As you know, and I have made clear in recent months, the pieces for my countdowns are taken from a book written over the last 6 years encompassing every aspect of screen history.  Following the heated discussions yesterday for my number 1 choice, which I fully expected from all parties, as stated in my just submitted comment on said thread, I post my entire introduction from the book as a defence, as it were, to the accusations of not doing what certain people consider to be my duty. 

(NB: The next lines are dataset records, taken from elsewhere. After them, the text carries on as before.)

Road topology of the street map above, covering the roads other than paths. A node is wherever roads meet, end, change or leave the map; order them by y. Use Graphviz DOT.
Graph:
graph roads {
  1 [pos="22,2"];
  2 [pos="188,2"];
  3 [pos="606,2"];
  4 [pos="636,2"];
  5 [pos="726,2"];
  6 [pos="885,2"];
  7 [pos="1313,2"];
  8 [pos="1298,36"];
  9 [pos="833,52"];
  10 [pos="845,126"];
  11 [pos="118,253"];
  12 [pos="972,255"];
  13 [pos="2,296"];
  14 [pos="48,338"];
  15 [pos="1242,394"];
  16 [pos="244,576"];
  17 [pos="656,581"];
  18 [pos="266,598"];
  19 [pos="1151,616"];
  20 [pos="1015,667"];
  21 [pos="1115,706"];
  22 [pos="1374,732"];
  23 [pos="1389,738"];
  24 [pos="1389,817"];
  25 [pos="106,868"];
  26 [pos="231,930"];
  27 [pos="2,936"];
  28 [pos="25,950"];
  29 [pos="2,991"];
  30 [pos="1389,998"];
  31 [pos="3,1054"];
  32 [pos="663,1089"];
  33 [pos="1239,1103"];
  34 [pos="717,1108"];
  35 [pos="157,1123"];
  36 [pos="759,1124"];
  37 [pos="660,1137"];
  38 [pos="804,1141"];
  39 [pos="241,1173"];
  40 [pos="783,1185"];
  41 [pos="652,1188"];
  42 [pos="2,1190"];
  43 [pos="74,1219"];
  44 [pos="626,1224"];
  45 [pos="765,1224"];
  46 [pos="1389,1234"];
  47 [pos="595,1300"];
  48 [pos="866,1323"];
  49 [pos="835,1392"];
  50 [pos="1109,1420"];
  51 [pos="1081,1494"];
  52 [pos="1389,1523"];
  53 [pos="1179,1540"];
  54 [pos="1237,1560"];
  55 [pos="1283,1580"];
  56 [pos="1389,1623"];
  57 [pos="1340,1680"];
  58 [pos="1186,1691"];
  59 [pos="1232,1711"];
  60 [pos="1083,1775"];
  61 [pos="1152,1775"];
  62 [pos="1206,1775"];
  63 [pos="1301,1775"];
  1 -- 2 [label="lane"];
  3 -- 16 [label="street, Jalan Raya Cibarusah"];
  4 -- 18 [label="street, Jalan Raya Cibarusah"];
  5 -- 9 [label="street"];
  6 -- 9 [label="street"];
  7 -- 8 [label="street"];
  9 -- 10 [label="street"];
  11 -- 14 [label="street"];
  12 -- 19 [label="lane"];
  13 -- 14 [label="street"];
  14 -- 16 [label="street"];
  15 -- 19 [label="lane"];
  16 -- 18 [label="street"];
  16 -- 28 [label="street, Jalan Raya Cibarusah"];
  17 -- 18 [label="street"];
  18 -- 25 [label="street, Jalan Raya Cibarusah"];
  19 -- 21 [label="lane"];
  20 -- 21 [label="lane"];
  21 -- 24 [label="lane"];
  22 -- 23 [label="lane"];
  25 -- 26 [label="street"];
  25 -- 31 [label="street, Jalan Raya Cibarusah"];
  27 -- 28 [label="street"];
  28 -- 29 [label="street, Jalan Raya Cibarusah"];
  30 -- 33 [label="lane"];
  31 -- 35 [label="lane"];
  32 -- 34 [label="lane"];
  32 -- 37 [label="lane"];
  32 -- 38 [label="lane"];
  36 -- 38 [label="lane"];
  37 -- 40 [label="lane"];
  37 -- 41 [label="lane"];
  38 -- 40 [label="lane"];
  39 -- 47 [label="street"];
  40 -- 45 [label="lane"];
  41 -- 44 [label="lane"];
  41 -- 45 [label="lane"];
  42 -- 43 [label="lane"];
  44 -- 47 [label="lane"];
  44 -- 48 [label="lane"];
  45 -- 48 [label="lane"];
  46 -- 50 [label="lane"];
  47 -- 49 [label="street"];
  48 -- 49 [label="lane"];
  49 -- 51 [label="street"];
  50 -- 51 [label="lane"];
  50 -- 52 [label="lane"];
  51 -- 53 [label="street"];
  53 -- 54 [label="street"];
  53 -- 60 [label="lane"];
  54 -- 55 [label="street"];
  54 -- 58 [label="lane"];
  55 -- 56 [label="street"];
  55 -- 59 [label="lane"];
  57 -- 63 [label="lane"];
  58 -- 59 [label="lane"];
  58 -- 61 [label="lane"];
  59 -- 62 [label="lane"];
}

It’s long, but that’s to be expected.  But it’s better to clarify completely than do so in comments which, by their very nature, are limited…

INTRODUCTION

Let me get one thing perfectly clear before we start; I am not a film critic.  I am, to all intents and purposes, an amateur, much like the average person reading these words, I’ll wager.  I have no axe to grind, no allegiance to nod to, no affiliation to satisfy.  I’m just a crazy cineaste who wanted to put his passions down in print.  However, it would be remiss of me to make myself out to be an eternal fan of the moving picture.  As a child, the cinema didn’t mean very much to me.  If it meant anything, it meant a rundown old fleapit at the other end of town where all the town drunks used to go in the afternoon to have a dry kip for just a few pence.  Maybe it was because it had a most inappropriate name, The Palladium; you couldn’t have anything less like a Palladium than our cinema.  Just one decent sized screen, fold up chairs like Venus Fly Traps that nearly swallowed you whole, carpets that hadn’t seen a Hoover since its namesake was President and enough cigarette smoke to rival the fogs of Hollywood movies set in Victorian England – let it suffice to say that Laird Cregar’s George Harvey Bone would have been in his element and you half expected to hear Bernard Herrmann’s ‘Concerto Macabre’ over the speakers.  It made the Cinema Paradiso (not the new swanky one built by the Neapolitan, but the old fire hazard) look like the Savoy Theatre in comparison. (more…)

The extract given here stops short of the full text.